This February, OpenAI first previewed Sora, a new AI model for video creation that uses text prompts to generate videos in practically any style imaginable. The artificial intelligence research organization released a series of videos that were created through written prompts, and the result is impressive. Although several other text-to-video models have been created and are in development, industry experts have highlighted the quality of the videos, saying that its introduction could represent a big leap in AI and text-to-video generation. Here’s a breakdown of the system:
What is Sora?
Sora is a large-scale video generation model trained on several types of data, including videos and images of different durations, resolutions, and aspect ratios. It uses generative artificial intelligence to create clips based on written prompts, but it could expand beyond that. According to the developers, its name was chosen after the Japanese word for sky, referring to its “limitless creative potential”.
The system has been called a “text-to-video generator” but according to OpenAI, it’s much more than that. Not only can it generate videos based on text prompts, but it also can be prompted with several types of inputs, such as pre-existing images or videos, which can be used to create looping videos, animated static images and extending videos forwards or backwards in time. Moreover, capabilities like 3D consistency, long-range coherence, object permanence and interaction with the environment suggest that the system has the potential to simulate aspects of the physical and digital world.
Sora uses a “transformer architecture” that functions on “spacetime patches” of video and image latent codes. The architecture enables the model to generate high-fidelity videos. The patches act as transformer tokens which allows Sora to train on videos and images no matter their format. It also uses a video compression network to reduce the dimensionality of visual data, which enables better training and generation of videos in a compressed latent space.
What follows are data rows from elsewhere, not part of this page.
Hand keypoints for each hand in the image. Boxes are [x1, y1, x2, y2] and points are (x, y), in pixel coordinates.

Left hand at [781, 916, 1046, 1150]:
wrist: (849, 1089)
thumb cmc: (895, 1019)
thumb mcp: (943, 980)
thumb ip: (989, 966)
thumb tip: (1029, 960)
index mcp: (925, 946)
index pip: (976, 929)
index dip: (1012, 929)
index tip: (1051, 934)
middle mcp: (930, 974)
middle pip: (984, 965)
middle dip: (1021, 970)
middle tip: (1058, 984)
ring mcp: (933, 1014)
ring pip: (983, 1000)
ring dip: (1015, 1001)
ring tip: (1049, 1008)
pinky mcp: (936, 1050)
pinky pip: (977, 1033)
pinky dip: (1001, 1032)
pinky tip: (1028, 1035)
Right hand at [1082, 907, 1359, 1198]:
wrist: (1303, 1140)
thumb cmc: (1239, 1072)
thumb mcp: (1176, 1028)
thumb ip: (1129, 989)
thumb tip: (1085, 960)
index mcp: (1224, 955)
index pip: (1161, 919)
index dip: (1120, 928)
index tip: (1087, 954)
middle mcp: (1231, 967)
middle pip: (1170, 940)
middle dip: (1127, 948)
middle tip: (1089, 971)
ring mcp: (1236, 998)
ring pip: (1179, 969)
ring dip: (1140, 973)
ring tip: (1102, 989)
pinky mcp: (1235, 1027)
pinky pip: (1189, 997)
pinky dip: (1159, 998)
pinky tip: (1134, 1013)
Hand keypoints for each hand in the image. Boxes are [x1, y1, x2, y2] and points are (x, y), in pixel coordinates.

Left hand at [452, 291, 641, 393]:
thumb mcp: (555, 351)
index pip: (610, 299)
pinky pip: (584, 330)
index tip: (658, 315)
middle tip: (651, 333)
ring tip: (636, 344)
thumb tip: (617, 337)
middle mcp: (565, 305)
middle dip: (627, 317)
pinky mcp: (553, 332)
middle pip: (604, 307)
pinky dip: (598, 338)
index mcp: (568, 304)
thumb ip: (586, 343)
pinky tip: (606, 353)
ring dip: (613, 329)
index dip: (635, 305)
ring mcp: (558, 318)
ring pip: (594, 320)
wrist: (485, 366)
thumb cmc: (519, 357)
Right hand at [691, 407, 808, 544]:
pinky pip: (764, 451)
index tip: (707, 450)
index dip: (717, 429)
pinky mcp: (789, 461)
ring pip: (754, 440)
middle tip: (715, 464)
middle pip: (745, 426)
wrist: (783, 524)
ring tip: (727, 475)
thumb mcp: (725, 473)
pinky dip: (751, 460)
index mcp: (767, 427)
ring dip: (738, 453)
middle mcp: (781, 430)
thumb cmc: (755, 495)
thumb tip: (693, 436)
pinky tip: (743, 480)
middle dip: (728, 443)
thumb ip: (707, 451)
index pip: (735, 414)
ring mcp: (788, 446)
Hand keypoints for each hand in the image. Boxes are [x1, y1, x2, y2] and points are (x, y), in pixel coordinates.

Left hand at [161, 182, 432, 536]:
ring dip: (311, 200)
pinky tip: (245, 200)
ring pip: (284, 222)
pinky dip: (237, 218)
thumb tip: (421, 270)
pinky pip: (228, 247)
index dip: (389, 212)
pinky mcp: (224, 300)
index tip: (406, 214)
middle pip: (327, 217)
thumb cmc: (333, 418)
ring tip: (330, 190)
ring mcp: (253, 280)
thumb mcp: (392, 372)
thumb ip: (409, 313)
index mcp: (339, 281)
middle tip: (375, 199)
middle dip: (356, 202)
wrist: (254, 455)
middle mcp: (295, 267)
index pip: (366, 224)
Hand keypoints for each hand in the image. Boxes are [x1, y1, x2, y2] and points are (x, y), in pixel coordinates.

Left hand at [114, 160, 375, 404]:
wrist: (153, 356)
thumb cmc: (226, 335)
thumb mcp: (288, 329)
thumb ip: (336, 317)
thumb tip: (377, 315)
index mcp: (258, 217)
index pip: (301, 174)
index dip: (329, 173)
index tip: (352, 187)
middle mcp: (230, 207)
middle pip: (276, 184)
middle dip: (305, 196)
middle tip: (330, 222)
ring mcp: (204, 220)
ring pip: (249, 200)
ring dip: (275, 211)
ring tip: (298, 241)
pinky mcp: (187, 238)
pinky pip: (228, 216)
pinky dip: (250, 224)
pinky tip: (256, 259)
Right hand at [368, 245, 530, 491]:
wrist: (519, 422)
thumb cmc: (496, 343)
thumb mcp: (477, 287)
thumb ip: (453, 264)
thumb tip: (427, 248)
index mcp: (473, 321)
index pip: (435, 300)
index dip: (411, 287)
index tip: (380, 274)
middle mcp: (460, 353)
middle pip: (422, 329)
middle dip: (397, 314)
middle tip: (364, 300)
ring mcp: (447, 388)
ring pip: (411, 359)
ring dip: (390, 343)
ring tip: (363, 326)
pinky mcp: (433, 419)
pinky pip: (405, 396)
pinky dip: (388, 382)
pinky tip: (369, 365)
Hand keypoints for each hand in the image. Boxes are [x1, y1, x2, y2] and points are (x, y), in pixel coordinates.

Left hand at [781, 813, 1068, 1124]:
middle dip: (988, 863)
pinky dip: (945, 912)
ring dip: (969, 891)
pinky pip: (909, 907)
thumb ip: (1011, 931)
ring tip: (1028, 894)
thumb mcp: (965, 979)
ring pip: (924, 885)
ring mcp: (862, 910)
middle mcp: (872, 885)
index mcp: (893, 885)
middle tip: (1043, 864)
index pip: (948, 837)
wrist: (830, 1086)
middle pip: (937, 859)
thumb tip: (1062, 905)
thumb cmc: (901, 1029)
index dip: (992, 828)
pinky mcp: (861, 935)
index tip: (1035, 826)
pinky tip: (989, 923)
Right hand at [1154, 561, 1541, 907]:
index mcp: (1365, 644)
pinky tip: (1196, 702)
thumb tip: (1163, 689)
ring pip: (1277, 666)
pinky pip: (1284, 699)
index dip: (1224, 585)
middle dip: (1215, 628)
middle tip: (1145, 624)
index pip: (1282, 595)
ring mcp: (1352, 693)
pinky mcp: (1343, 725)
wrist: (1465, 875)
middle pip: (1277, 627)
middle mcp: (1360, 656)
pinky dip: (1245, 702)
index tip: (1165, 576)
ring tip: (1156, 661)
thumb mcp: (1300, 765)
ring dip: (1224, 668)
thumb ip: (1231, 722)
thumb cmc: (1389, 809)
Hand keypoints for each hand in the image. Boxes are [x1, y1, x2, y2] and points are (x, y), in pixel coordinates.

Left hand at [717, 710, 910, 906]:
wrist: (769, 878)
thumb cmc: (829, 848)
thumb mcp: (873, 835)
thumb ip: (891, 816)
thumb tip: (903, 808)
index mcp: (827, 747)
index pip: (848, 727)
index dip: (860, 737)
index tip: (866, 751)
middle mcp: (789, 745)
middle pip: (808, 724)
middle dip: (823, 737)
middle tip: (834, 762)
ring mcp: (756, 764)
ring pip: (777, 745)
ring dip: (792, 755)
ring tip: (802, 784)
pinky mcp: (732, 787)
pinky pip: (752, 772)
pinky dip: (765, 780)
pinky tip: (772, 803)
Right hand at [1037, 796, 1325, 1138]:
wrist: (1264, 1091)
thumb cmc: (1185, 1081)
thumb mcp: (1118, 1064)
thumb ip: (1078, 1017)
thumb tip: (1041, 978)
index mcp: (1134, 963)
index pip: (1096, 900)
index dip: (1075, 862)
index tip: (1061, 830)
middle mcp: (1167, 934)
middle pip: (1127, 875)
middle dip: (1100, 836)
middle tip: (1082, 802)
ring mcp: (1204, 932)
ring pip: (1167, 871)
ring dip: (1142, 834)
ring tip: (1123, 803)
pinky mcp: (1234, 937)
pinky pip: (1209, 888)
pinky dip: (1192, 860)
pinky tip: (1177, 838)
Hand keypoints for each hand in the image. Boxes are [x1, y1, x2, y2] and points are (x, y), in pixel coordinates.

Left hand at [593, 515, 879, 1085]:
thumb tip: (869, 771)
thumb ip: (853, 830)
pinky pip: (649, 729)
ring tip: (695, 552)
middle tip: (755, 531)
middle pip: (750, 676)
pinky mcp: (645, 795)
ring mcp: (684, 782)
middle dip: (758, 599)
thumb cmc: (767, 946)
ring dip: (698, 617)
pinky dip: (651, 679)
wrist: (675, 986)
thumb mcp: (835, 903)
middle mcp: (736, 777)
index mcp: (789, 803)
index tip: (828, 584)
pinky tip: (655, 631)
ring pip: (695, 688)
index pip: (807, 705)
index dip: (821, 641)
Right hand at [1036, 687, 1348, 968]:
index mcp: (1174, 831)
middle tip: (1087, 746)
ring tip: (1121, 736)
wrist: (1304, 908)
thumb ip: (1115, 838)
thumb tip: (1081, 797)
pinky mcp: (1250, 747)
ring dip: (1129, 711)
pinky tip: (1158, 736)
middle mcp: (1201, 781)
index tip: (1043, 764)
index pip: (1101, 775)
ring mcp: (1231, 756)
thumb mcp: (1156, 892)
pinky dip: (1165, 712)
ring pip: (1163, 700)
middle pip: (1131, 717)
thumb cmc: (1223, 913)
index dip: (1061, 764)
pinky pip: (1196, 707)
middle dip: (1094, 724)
However, the system is not perfect. The developers have highlighted current limitations, such as inaccuracies in modeling physics and object interactions. With further research, these limitations could be addressed, improving the model’s capabilities.
Users and critics have highlighted the possible dangers of Sora, especially considering the risks AI currently poses, such as deepfakes — AI edited videos of real people. Some have raised other concerns, such as how this tool could take some jobs away from video creators, animators, editors and special-effects specialists. Added to this, as AI technologies face regulation in the U.S. and elsewhere, there are questions about how Sora will work in the future.
When will Sora be released?
OpenAI has not announced a release date for Sora. The company has said that it has plans to release it but that it would not be soon.
Will I have to pay for Sora?
There has been no announcements on how Sora will be released or if it’s going to be a paid service. However, we can expect OpenAI will charge users for Sora the same way as for their ChatGPT-4 and DALL-E systems.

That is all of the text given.